## Required action:
The full set of records must be printed exactly as given.

(Dataset items)

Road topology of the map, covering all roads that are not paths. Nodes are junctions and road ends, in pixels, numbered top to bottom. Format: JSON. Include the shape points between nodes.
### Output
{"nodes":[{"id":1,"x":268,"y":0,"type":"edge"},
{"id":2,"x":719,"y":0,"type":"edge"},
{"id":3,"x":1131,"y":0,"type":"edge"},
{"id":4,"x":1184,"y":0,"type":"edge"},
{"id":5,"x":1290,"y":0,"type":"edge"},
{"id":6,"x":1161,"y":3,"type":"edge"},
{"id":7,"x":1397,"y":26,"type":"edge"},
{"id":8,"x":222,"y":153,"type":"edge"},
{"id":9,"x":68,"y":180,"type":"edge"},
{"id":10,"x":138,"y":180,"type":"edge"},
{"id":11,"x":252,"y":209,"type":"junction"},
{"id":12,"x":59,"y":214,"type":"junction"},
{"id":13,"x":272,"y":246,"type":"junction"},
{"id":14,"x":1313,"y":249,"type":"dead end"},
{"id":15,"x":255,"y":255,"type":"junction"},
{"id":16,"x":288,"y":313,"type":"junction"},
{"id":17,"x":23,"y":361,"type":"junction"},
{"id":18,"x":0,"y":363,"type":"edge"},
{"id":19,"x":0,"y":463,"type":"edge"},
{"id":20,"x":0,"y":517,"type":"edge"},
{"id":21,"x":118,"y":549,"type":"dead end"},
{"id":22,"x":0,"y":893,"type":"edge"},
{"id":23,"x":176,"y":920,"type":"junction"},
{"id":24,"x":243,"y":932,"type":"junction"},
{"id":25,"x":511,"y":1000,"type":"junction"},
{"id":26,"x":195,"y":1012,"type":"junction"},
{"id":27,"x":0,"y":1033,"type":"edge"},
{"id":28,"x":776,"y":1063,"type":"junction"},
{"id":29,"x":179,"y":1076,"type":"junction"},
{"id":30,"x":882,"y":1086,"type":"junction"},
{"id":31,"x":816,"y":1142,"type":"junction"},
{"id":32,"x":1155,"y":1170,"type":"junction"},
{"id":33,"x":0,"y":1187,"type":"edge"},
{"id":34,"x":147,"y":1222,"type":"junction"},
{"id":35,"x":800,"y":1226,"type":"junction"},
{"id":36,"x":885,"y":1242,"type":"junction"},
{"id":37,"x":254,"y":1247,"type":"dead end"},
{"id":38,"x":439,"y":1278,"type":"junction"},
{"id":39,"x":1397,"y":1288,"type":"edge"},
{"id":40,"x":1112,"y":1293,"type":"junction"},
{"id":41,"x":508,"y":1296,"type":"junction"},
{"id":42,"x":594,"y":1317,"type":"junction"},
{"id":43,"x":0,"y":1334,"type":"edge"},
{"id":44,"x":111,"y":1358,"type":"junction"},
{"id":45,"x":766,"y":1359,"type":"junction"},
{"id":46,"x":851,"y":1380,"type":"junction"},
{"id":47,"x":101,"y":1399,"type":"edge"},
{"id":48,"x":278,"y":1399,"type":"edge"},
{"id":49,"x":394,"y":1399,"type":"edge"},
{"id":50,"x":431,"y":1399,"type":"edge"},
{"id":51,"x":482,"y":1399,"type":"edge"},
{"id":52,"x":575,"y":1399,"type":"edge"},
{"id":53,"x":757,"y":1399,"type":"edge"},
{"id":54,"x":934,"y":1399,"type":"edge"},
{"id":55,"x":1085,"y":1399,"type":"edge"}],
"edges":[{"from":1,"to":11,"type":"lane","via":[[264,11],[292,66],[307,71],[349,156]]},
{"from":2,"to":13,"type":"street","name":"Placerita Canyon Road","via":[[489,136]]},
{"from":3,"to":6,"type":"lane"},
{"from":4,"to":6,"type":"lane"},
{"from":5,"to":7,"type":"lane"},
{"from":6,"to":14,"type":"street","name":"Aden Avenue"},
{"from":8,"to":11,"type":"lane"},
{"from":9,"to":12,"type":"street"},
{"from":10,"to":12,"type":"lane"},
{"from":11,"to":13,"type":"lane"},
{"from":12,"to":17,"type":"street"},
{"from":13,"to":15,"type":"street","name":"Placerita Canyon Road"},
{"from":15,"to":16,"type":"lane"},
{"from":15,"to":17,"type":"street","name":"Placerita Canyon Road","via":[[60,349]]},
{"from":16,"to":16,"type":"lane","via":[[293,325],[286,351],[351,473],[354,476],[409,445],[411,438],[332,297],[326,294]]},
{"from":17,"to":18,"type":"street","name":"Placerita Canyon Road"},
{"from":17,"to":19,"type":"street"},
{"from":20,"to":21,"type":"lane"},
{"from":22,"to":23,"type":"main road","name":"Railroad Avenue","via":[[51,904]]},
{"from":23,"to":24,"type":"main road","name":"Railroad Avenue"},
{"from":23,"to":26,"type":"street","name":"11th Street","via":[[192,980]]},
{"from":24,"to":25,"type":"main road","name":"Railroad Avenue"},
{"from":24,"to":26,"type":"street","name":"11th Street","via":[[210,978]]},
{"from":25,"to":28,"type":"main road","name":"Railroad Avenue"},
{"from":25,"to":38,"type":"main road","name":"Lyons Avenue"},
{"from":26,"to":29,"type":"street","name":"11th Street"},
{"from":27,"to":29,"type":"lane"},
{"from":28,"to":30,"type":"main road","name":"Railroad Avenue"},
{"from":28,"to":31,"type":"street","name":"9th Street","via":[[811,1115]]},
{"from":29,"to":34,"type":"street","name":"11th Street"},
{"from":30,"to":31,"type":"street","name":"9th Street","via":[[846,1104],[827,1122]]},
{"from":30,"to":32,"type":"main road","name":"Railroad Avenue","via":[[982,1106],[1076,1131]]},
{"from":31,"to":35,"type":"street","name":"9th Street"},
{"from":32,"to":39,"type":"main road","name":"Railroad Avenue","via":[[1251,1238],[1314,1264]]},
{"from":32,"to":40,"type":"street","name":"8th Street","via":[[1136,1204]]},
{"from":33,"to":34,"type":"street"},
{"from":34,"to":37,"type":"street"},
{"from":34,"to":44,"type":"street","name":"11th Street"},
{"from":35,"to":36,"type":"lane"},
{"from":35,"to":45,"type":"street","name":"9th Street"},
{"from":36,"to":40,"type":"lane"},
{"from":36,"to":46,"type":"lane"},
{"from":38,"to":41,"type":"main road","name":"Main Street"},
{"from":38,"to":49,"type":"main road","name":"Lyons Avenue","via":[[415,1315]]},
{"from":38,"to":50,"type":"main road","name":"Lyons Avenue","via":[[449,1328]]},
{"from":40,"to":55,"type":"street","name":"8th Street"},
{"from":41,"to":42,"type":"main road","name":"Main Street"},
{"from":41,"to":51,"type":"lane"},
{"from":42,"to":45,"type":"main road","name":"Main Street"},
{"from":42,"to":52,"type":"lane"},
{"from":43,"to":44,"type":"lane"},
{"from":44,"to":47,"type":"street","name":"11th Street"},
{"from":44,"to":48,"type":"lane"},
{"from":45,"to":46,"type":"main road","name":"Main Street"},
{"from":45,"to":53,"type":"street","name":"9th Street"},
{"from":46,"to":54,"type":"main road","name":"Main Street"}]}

## Reply:
Road topology of the map, covering all roads that are not paths. Nodes are junctions and road ends, in pixels, numbered top to bottom. Format: JSON. Include the shape points between nodes.
### Output
{"nodes":[{"id":1,"x":268,"y":0,"type":"edge"},
{"id":2,"x":719,"y":0,"type":"edge"},
{"id":3,"x":1131,"y":0,"type":"edge"},
{"id":4,"x":1184,"y":0,"type":"edge"},
{"id":5,"x":1290,"y":0,"type":"edge"},
{"id":6,"x":1161,"y":3,"type":"edge"},
{"id":7,"x":1397,"y":26,"type":"edge"},
{"id":8,"x":222,"y":153,"type":"edge"},
{"id":9,"x":68,"y":180,"type":"edge"},
{"id":10,"x":138,"y":180,"type":"edge"},
{"id":11,"x":252,"y":209,"type":"junction"},
{"id":12,"x":59,"y":214,"type":"junction"},
{"id":13,"x":272,"y":246,"type":"junction"},
{"id":14,"x":1313,"y":249,"type":"dead end"},
{"id":15,"x":255,"y":255,"type":"junction"},
{"id":16,"x":288,"y":313,"type":"junction"},
{"id":17,"x":23,"y":361,"type":"junction"},
{"id":18,"x":0,"y":363,"type":"edge"},
{"id":19,"x":0,"y":463,"type":"edge"},
{"id":20,"x":0,"y":517,"type":"edge"},
{"id":21,"x":118,"y":549,"type":"dead end"},
{"id":22,"x":0,"y":893,"type":"edge"},
{"id":23,"x":176,"y":920,"type":"junction"},
{"id":24,"x":243,"y":932,"type":"junction"},
{"id":25,"x":511,"y":1000,"type":"junction"},
{"id":26,"x":195,"y":1012,"type":"junction"},
{"id":27,"x":0,"y":1033,"type":"edge"},
{"id":28,"x":776,"y":1063,"type":"junction"},
{"id":29,"x":179,"y":1076,"type":"junction"},
{"id":30,"x":882,"y":1086,"type":"junction"},
{"id":31,"x":816,"y":1142,"type":"junction"},
{"id":32,"x":1155,"y":1170,"type":"junction"},
{"id":33,"x":0,"y":1187,"type":"edge"},
{"id":34,"x":147,"y":1222,"type":"junction"},
{"id":35,"x":800,"y":1226,"type":"junction"},
{"id":36,"x":885,"y":1242,"type":"junction"},
{"id":37,"x":254,"y":1247,"type":"dead end"},
{"id":38,"x":439,"y":1278,"type":"junction"},
{"id":39,"x":1397,"y":1288,"type":"edge"},
{"id":40,"x":1112,"y":1293,"type":"junction"},
{"id":41,"x":508,"y":1296,"type":"junction"},
{"id":42,"x":594,"y":1317,"type":"junction"},
{"id":43,"x":0,"y":1334,"type":"edge"},
{"id":44,"x":111,"y":1358,"type":"junction"},
{"id":45,"x":766,"y":1359,"type":"junction"},
{"id":46,"x":851,"y":1380,"type":"junction"},
{"id":47,"x":101,"y":1399,"type":"edge"},
{"id":48,"x":278,"y":1399,"type":"edge"},
{"id":49,"x":394,"y":1399,"type":"edge"},
{"id":50,"x":431,"y":1399,"type":"edge"},
{"id":51,"x":482,"y":1399,"type":"edge"},
{"id":52,"x":575,"y":1399,"type":"edge"},
{"id":53,"x":757,"y":1399,"type":"edge"},
{"id":54,"x":934,"y":1399,"type":"edge"},
{"id":55,"x":1085,"y":1399,"type":"edge"}],
"edges":[{"from":1,"to":11,"type":"lane","via":[[264,11],[292,66],[307,71],[349,156]]},
{"from":2,"to":13,"type":"street","name":"Placerita Canyon Road","via":[[489,136]]},
{"from":3,"to":6,"type":"lane"},
{"from":4,"to":6,"type":"lane"},
{"from":5,"to":7,"type":"lane"},
{"from":6,"to":14,"type":"street","name":"Aden Avenue"},
{"from":8,"to":11,"type":"lane"},
{"from":9,"to":12,"type":"street"},
{"from":10,"to":12,"type":"lane"},
{"from":11,"to":13,"type":"lane"},
{"from":12,"to":17,"type":"street"},
{"from":13,"to":15,"type":"street","name":"Placerita Canyon Road"},
{"from":15,"to":16,"type":"lane"},
{"from":15,"to":17,"type":"street","name":"Placerita Canyon Road","via":[[60,349]]},
{"from":16,"to":16,"type":"lane","via":[[293,325],[286,351],[351,473],[354,476],[409,445],[411,438],[332,297],[326,294]]},
{"from":17,"to":18,"type":"street","name":"Placerita Canyon Road"},
{"from":17,"to":19,"type":"street"},
{"from":20,"to":21,"type":"lane"},
{"from":22,"to":23,"type":"main road","name":"Railroad Avenue","via":[[51,904]]},
{"from":23,"to":24,"type":"main road","name":"Railroad Avenue"},
{"from":23,"to":26,"type":"street","name":"11th Street","via":[[192,980]]},
{"from":24,"to":25,"type":"main road","name":"Railroad Avenue"},
{"from":24,"to":26,"type":"street","name":"11th Street","via":[[210,978]]},
{"from":25,"to":28,"type":"main road","name":"Railroad Avenue"},
{"from":25,"to":38,"type":"main road","name":"Lyons Avenue"},
{"from":26,"to":29,"type":"street","name":"11th Street"},
{"from":27,"to":29,"type":"lane"},
{"from":28,"to":30,"type":"main road","name":"Railroad Avenue"},
{"from":28,"to":31,"type":"street","name":"9th Street","via":[[811,1115]]},
{"from":29,"to":34,"type":"street","name":"11th Street"},
{"from":30,"to":31,"type":"street","name":"9th Street","via":[[846,1104],[827,1122]]},
{"from":30,"to":32,"type":"main road","name":"Railroad Avenue","via":[[982,1106],[1076,1131]]},
{"from":31,"to":35,"type":"street","name":"9th Street"},
{"from":32,"to":39,"type":"main road","name":"Railroad Avenue","via":[[1251,1238],[1314,1264]]},
{"from":32,"to":40,"type":"street","name":"8th Street","via":[[1136,1204]]},
{"from":33,"to":34,"type":"street"},
{"from":34,"to":37,"type":"street"},
{"from":34,"to":44,"type":"street","name":"11th Street"},
{"from":35,"to":36,"type":"lane"},
{"from":35,"to":45,"type":"street","name":"9th Street"},
{"from":36,"to":40,"type":"lane"},
{"from":36,"to":46,"type":"lane"},
{"from":38,"to":41,"type":"main road","name":"Main Street"},
{"from":38,"to":49,"type":"main road","name":"Lyons Avenue","via":[[415,1315]]},
{"from":38,"to":50,"type":"main road","name":"Lyons Avenue","via":[[449,1328]]},
{"from":40,"to":55,"type":"street","name":"8th Street"},
{"from":41,"to":42,"type":"main road","name":"Main Street"},
{"from":41,"to":51,"type":"lane"},
{"from":42,"to":45,"type":"main road","name":"Main Street"},
{"from":42,"to":52,"type":"lane"},
{"from":43,"to":44,"type":"lane"},
{"from":44,"to":47,"type":"street","name":"11th Street"},
{"from":44,"to":48,"type":"lane"},
{"from":45,"to":46,"type":"main road","name":"Main Street"},
{"from":45,"to":53,"type":"street","name":"9th Street"},
{"from":46,"to":54,"type":"main road","name":"Main Street"}]}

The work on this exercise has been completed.